Wir machen einen Neuling zum Gamer

Fabian Gilgen

20.3.2020 - 11:04

Wir machen einen Neuling zum Gamer

Wir machen einen Neuling zum Gamer

Immer mehr Menschen interessieren sich fürs Thema Gaming. Gerade zu Zeiten des Coronavirus spielen besonders viele, weil sie zu Hause bleiben müssen. Aber wie einfach ist es für einen Neuling, den Umgang mit dem Gaming-Controller zu lernen? Diese Fra

19.03.2020

Immer mehr Menschen interessieren sich fürs Thema Gaming. Gerade zu Zeiten des Coronavirus spielen besonders viele, weil sie zu Hause bleiben müssen. Aber wie einfach ist es für einen Neuling, den Umgang mit dem Gaming-Controller zu lernen? Diese Frage haben wir an einem Versuchskaninchen untersucht.

Laut einer Studie der Zürcher Hochschule für Angewandte Wissenschaften spielte 2019 jeder dritte Schweizer mindestens einmal wöchentlich Videospiele. Zudem ist Gaming längst keine reine Männerdomäne mehr. Und doch gibt es Leute, die sich noch nie wirklich mit diesem Thema auseinandergesetzt haben, so wie Nadia.



Die Lehrlingsbetreuerin der Swisscom hat höchstens mal «Solitaire» oder «Sudoku» auf dem Handy gespielt, aber etwas wie eine Spielkonsole hatte sie nie, wie sie selbst erklärt. Darum haben wir beschlossen, Nadia an die Hand zu nehmen und aus ihr eine waschechte Gamerin zu machen.

Das Experiment

Schnell merken wir, dass Nadia tatsächlich noch nie einen Gaming-Controller in der Hand gehalten hat. Immer wieder muss sie auf den Controller schauen, um die richtigen Knöpfe zu suchen. Aber im Spiel «Unravel Two», was wir für sie als erstes Spiel ausgesucht haben, macht sie schnell Fortschritte.

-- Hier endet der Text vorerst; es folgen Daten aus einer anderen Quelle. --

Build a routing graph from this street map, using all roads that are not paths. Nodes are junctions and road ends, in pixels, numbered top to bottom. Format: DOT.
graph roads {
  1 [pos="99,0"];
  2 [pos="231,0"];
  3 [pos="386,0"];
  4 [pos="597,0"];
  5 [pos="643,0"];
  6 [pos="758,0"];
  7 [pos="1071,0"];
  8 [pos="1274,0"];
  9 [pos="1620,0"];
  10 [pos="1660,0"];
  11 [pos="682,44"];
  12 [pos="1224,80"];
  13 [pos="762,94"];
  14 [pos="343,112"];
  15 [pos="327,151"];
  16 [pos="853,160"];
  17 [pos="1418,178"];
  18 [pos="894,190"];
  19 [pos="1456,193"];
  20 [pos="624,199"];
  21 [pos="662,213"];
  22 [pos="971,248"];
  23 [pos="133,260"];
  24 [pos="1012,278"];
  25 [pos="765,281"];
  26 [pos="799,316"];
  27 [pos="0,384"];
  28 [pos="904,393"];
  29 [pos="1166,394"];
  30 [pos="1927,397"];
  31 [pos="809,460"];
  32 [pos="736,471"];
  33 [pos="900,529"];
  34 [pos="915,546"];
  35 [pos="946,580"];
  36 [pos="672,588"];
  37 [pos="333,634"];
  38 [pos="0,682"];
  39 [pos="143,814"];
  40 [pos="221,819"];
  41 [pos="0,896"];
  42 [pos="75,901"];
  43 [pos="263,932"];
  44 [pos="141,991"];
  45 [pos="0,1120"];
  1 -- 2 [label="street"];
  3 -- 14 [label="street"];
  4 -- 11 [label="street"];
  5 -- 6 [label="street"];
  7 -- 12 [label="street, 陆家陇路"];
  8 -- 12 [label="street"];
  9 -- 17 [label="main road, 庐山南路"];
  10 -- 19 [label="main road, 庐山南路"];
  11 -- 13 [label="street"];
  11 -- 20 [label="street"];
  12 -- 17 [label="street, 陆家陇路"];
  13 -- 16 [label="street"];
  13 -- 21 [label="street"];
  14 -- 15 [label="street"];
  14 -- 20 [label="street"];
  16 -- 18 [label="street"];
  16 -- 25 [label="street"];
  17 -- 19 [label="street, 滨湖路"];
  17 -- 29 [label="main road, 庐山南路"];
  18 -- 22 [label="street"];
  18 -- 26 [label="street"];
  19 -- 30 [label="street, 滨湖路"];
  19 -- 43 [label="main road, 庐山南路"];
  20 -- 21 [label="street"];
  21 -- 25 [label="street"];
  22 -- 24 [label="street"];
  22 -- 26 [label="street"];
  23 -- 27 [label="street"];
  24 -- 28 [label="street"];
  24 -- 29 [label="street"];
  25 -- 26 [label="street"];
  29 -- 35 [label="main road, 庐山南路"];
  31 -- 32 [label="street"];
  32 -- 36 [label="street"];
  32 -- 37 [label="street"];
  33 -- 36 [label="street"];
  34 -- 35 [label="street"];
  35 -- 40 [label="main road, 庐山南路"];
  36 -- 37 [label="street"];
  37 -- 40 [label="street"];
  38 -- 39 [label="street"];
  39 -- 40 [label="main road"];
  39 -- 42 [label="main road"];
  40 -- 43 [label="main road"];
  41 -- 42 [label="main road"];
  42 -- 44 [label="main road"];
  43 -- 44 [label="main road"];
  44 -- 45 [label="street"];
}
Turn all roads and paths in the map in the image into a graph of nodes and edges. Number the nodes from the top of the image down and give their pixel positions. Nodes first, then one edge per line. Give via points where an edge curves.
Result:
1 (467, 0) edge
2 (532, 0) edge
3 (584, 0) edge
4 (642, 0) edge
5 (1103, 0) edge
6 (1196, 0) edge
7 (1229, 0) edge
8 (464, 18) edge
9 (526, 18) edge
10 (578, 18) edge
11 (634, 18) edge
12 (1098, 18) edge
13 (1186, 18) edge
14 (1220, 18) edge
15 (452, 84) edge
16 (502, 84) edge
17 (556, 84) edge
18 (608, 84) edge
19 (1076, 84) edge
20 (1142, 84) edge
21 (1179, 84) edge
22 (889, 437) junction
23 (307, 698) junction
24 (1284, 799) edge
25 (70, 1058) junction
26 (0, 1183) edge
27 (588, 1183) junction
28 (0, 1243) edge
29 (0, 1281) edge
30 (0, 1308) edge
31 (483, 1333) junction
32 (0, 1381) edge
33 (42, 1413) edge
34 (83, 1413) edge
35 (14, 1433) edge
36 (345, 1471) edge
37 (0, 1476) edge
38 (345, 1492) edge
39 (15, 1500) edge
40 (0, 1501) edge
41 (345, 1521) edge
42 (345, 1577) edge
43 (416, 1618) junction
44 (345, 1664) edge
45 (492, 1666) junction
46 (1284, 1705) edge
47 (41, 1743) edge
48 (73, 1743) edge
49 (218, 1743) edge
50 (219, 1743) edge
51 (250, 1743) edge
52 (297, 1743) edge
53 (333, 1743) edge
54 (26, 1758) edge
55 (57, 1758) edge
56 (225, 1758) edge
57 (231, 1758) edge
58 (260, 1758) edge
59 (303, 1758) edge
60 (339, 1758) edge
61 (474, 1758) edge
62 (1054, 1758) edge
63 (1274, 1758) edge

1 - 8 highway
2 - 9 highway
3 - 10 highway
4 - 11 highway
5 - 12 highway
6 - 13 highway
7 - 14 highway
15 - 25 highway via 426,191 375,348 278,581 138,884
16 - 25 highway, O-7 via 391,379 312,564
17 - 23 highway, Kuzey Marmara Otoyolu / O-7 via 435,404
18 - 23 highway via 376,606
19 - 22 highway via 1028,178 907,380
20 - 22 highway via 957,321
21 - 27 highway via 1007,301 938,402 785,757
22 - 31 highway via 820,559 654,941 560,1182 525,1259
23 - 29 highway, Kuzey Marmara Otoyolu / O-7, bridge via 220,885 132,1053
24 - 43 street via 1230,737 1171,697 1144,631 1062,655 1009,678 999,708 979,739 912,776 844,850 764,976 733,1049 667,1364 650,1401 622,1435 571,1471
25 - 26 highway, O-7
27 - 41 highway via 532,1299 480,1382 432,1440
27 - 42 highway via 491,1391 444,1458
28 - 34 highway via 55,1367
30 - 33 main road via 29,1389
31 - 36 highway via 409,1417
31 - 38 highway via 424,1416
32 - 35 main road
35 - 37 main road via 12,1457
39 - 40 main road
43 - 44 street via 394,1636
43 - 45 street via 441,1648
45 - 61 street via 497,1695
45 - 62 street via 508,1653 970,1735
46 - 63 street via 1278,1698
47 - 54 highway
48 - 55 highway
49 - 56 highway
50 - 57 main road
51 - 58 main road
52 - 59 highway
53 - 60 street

Aber nicht nur Nadia hat zu kämpfen. Auch der manchmal ungeduldige Coach Martin findet nicht immer aufbauende Worte. «Das sieht ja wirklich unbeholfen aus», meint er, als Nadia versucht, über ein Hindernis zu springen. Doch Nadia lässt sich durch solche Kommentare des Coachs und etlichen Fehlschlägen nicht beeindrucken und tritt schliesslich an der Seite ihres Trainers die Schlussprüfung an.



Die beiden werden im Spiel von einem wilden Truthahn verfolgt, der keine Gnade kennt. Nadia konzentriert sich vollkommen auf das Spiel und beginnt langsam aber sicher, wie ein richtiger Gamer zu agieren. Und so schafft sie es schliesslich sogar, den hungrigen Truthahn abzuhängen.

Wir sehen es Nadia an, dass diese Gaming-Session an ihren mentalen Kräften gezerrt hat. Und doch scheint sie Blut geleckt zu haben. «Es hat mega viel Spass gemacht und war auch super abwechslungsreich», meint sie abschliessend. Wer weiss, vielleicht wird Nadia ein anderes Mal wieder mit uns spielen. Dann widmen wir uns auch etwas anspruchsvolleren Spielen. Vielleicht «Call of Duty»?